Aurora Exascale Early Science Program

Last updated July 27, 2022 Enabling code with performance portable GPU acceleration without interrupting scientific production.

0.1 Aurora Exascale Early Science Program Project

Collaborators: University of Southern California (Aiichiro Nakano and Ken-ichi Nomura), USC CARC (Marco Olguin), Argonne National Library (Timothy Williams and Ye Luo), and Intel

The arrival of graphics processing unit (GPU)-based systems at the Argonne Leadership Computing Facility (ALCF) required teams of researchers to collaborate on porting their code, much of which was written exclusively for central processing unit (CPU)-based machines.

The Aurora Early Science Program (ESP) team developed an application called QXMD, a Fortran-based scalable quantum molecular dynamics code, during a previous project titled Metascalable Layered Materials Genome.

After assessing the computational profile of QXMD, the team decided to improve the abstraction of the code by reorganizing the most computationally intensive parts into internal modules which could be separately developed and validated. With this approach, the team created a mini-application, Local Field Dynamics (LFD), which computes many-electron dynamics in the framework of real-time time-dependent density functional theory and represents one of the most computationally expensive QXMD kernels.

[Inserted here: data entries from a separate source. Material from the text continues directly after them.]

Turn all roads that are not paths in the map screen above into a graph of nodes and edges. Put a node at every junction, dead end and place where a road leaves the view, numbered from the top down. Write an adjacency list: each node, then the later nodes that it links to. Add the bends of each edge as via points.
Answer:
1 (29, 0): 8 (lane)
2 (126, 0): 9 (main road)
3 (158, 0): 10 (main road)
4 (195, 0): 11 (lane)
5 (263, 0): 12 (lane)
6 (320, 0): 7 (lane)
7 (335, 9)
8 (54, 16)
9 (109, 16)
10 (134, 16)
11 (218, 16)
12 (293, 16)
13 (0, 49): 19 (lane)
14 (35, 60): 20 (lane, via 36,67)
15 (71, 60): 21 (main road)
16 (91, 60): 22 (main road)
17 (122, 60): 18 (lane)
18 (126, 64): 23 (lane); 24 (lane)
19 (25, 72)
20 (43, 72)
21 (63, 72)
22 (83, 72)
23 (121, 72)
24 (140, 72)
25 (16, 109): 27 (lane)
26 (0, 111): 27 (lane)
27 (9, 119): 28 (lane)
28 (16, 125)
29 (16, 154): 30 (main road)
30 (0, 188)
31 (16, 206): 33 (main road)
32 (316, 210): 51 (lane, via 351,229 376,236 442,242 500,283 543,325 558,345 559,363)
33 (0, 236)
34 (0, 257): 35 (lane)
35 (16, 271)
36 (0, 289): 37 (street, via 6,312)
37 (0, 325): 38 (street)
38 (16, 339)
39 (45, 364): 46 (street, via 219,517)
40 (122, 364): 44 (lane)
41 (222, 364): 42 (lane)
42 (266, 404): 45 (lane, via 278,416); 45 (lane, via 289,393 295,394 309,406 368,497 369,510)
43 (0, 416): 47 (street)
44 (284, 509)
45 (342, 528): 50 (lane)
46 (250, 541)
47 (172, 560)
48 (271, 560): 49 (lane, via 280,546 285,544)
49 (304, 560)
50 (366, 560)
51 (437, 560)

LFD is written in C++ (as opposed to Fortran) and was designed as a plugin, allowing it to be configured independently of the greater QXMD. To enable successful portability between different platforms, OpenMP GPU offload capability for LFD was developed by using the IBM XL and LLVM Clang compilers on NVIDIA GPUs. With this setup, the team could use their code to configure Intel software in terms of both capability and performance on Intel-integrated and discrete GPUs.

The collaboration among Argonne National Library, the University of Southern California, and Intel has contributed to the Aurora software stack’s quick maturation to production quality for execution on Exascale HPC resources.